* RECORDS FOR THIS TASK
*** Block opens ***

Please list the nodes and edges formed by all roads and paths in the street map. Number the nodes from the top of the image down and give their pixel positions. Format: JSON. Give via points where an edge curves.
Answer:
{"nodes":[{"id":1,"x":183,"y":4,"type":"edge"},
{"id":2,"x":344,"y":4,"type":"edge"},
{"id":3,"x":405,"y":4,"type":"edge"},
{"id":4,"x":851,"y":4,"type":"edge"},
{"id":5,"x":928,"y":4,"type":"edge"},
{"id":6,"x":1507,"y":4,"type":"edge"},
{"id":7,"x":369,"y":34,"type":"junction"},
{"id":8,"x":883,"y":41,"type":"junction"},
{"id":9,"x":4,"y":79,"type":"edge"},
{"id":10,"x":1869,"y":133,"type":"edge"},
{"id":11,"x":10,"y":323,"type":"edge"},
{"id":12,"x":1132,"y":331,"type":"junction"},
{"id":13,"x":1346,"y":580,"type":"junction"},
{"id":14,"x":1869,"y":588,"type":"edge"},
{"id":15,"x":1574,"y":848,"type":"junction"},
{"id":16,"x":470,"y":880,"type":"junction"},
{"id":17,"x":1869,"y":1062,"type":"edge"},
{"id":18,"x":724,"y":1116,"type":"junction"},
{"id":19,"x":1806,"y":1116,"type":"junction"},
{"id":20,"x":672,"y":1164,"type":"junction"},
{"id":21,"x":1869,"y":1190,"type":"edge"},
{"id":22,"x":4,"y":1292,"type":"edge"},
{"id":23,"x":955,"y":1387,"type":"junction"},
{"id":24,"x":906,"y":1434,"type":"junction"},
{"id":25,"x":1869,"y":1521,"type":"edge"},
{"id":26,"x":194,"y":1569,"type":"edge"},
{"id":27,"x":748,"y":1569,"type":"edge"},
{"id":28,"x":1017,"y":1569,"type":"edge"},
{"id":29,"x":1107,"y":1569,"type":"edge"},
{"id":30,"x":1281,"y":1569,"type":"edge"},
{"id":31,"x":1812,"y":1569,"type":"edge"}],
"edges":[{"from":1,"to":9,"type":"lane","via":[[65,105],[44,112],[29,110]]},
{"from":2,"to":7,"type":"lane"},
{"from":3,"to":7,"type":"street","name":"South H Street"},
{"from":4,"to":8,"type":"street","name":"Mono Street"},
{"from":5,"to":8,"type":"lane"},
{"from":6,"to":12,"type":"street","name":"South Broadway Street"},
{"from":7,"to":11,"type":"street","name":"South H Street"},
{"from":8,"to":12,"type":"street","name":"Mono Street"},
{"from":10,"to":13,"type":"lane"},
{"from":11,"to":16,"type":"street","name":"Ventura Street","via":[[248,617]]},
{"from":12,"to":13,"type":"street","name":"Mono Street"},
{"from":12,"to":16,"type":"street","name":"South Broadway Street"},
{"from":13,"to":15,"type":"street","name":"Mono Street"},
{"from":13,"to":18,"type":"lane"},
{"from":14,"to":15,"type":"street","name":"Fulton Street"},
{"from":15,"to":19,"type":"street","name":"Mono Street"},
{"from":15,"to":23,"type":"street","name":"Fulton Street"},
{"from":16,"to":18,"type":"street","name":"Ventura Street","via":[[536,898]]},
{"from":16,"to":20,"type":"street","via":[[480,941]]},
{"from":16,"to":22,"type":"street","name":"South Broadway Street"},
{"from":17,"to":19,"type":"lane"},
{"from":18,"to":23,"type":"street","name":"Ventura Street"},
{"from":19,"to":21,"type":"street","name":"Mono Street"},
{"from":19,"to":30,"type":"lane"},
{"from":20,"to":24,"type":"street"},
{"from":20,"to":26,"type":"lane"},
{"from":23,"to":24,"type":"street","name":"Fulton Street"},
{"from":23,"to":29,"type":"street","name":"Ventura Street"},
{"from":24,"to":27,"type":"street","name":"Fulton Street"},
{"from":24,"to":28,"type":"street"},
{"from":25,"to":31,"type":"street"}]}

*** Block closes ***

* YOUR INSTRUCTIONS
Report, from the entries above, each line where "South" is found.

* OUTPUT
{"from":3,"to":7,"type":"street","name":"South H Street"},
{"from":6,"to":12,"type":"street","name":"South Broadway Street"},
{"from":7,"to":11,"type":"street","name":"South H Street"},
{"from":12,"to":16,"type":"street","name":"South Broadway Street"},
{"from":16,"to":22,"type":"street","name":"South Broadway Street"},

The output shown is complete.